(EXERCISE INPUTS Opens)

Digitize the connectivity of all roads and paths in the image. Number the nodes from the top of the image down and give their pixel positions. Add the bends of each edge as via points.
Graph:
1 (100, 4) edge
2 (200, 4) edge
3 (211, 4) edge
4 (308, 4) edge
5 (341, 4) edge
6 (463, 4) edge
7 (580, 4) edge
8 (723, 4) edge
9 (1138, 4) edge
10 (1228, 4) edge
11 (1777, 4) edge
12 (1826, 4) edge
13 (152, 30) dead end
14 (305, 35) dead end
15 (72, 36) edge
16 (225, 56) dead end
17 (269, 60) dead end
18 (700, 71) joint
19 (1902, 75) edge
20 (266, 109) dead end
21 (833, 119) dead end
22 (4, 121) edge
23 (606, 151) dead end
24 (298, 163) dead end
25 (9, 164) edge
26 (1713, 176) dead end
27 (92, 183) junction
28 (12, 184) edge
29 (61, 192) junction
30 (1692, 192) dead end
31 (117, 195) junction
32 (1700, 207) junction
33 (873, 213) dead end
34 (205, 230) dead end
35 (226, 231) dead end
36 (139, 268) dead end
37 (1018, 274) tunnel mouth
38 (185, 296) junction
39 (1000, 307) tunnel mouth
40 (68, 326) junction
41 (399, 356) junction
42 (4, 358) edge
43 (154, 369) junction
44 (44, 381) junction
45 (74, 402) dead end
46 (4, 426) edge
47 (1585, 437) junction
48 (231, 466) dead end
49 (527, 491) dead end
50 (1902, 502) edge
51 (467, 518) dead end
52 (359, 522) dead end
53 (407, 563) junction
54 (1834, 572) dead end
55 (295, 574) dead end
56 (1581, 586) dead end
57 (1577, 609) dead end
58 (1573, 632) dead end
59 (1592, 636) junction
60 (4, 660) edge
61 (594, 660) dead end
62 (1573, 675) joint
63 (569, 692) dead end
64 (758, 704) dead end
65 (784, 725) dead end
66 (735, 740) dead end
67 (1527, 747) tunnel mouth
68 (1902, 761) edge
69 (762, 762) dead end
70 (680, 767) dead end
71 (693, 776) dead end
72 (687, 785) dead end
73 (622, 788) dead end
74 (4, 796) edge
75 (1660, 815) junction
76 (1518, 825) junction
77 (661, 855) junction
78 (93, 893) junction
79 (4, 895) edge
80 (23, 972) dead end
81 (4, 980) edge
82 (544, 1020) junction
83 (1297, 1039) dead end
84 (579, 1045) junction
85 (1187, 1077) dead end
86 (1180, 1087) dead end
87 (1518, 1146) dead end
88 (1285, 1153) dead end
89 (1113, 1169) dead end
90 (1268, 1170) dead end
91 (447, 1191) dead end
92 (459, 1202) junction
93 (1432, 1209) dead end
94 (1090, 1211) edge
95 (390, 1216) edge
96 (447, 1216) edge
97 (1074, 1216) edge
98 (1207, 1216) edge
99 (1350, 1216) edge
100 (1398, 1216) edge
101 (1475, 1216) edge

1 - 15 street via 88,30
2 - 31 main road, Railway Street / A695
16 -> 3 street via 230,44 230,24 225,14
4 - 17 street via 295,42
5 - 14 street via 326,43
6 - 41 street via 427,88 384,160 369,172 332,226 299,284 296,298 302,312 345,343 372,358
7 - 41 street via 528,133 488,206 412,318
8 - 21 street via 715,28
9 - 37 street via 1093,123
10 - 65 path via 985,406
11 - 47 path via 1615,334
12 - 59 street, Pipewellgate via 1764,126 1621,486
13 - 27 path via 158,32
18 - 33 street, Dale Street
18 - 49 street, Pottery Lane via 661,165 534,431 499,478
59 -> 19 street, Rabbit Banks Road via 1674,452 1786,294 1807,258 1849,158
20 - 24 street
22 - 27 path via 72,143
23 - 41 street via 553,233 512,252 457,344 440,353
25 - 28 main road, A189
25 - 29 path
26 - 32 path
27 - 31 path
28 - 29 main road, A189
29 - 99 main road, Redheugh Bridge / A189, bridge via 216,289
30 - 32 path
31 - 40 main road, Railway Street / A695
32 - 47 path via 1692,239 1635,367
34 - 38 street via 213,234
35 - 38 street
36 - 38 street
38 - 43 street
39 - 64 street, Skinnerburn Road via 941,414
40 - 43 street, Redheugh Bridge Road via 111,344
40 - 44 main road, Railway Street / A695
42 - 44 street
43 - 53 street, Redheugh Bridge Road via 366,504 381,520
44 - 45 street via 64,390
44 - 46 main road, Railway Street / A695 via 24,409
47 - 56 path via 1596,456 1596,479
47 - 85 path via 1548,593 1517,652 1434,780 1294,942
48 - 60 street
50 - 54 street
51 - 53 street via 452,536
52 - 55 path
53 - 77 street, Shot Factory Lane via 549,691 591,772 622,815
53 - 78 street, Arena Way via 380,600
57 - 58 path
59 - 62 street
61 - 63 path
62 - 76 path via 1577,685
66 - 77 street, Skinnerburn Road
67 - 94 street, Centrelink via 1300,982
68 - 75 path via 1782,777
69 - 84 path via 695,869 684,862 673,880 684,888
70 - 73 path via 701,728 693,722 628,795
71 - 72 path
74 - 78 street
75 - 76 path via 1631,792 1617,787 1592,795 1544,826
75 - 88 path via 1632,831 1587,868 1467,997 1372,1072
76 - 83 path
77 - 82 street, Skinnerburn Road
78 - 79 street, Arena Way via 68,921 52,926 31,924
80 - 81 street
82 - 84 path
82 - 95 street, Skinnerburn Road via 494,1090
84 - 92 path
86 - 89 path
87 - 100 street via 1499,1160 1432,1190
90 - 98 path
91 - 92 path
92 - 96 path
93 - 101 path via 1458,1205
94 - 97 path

(EXERCISE INPUTS Closes)
(EXERCISE INPUTS Opens)

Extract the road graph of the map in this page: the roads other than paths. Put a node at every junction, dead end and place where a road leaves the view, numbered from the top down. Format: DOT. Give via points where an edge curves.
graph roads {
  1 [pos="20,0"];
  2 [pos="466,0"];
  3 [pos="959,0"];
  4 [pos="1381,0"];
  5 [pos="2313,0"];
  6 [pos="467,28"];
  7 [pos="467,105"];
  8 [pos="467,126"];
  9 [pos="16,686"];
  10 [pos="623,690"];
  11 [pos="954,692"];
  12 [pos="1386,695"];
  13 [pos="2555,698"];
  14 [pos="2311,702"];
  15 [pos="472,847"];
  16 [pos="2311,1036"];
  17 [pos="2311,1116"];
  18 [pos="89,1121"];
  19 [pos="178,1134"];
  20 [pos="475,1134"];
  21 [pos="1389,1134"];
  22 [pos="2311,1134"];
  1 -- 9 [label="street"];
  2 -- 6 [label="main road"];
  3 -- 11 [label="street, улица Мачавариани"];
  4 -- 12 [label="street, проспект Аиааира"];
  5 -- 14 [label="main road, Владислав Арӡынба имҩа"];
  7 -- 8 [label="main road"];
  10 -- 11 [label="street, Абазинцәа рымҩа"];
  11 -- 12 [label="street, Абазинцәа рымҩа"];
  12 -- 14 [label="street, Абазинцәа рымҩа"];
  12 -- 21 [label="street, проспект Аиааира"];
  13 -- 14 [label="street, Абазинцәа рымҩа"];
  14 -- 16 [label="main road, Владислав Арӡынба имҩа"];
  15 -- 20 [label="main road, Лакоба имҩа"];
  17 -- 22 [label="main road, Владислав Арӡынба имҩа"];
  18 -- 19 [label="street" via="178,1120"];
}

(EXERCISE INPUTS Closes)
(EXERCISE INPUTS Opens)

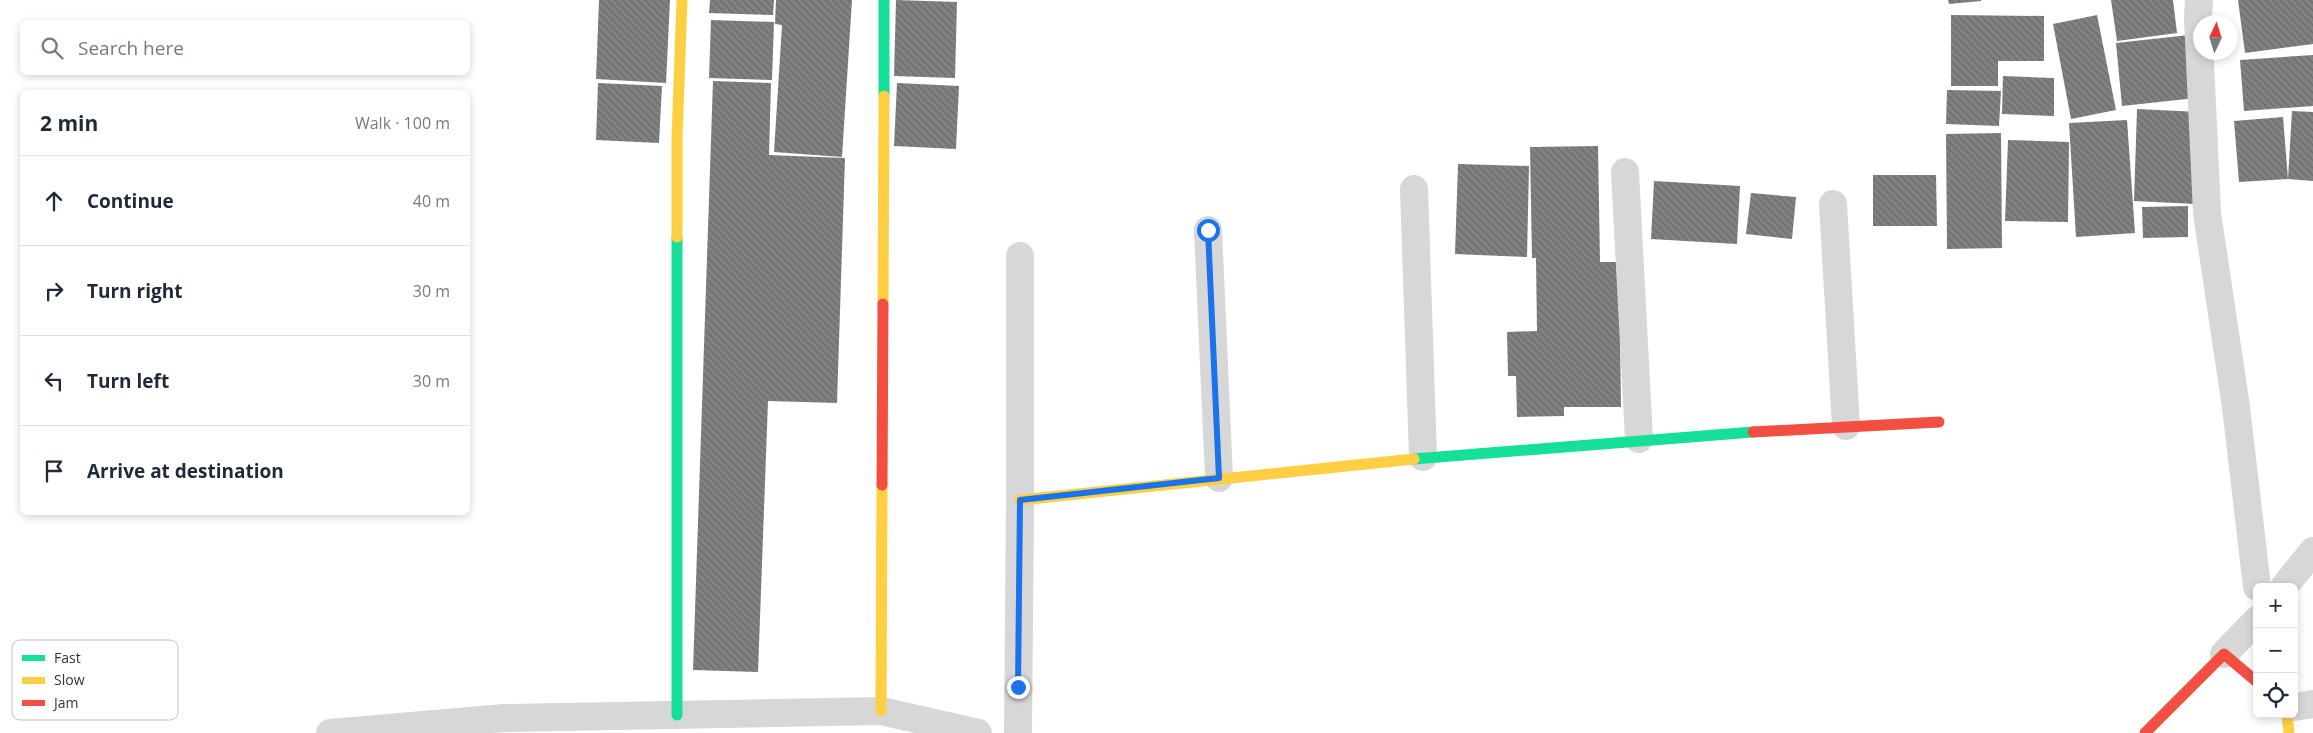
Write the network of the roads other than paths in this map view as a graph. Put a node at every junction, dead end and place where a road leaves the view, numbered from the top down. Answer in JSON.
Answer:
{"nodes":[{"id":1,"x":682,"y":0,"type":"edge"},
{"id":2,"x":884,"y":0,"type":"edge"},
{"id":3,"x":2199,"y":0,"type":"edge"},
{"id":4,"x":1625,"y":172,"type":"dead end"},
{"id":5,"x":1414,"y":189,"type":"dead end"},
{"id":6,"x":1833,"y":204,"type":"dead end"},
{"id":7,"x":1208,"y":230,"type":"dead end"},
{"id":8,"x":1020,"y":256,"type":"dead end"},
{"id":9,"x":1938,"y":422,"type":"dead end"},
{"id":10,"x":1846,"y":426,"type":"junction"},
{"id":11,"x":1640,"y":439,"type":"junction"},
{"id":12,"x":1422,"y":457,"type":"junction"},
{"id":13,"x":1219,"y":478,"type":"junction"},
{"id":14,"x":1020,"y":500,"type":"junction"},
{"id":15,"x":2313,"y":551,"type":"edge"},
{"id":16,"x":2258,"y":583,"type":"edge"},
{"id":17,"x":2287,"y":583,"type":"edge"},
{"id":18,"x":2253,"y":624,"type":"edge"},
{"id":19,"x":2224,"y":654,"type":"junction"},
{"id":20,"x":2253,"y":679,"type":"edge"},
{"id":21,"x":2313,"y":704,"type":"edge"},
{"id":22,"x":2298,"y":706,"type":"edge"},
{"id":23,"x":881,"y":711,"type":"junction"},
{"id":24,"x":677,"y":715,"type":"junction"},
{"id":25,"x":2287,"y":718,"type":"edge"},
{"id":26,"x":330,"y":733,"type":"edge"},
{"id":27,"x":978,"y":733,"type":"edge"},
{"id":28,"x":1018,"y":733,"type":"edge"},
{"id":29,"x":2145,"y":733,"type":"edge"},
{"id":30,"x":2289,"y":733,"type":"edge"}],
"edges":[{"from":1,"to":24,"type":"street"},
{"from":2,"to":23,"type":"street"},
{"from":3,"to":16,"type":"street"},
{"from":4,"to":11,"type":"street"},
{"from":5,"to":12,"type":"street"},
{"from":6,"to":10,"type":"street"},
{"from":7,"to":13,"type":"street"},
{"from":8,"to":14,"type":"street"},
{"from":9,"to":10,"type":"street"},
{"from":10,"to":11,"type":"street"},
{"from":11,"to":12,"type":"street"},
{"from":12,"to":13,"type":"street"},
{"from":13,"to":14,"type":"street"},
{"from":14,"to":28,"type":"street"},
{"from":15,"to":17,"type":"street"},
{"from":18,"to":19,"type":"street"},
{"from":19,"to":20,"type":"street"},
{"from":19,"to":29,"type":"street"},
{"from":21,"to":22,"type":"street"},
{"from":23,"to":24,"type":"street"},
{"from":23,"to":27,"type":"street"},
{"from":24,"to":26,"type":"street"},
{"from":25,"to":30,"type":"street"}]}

(EXERCISE INPUTS Closes)

If the word "Skinnerburn" is on a line above, return that line.

▶ [YOUR RESPONSE]:
39 - 64 street, Skinnerburn Road via 941,414
66 - 77 street, Skinnerburn Road
77 - 82 street, Skinnerburn Road
82 - 95 street, Skinnerburn Road via 494,1090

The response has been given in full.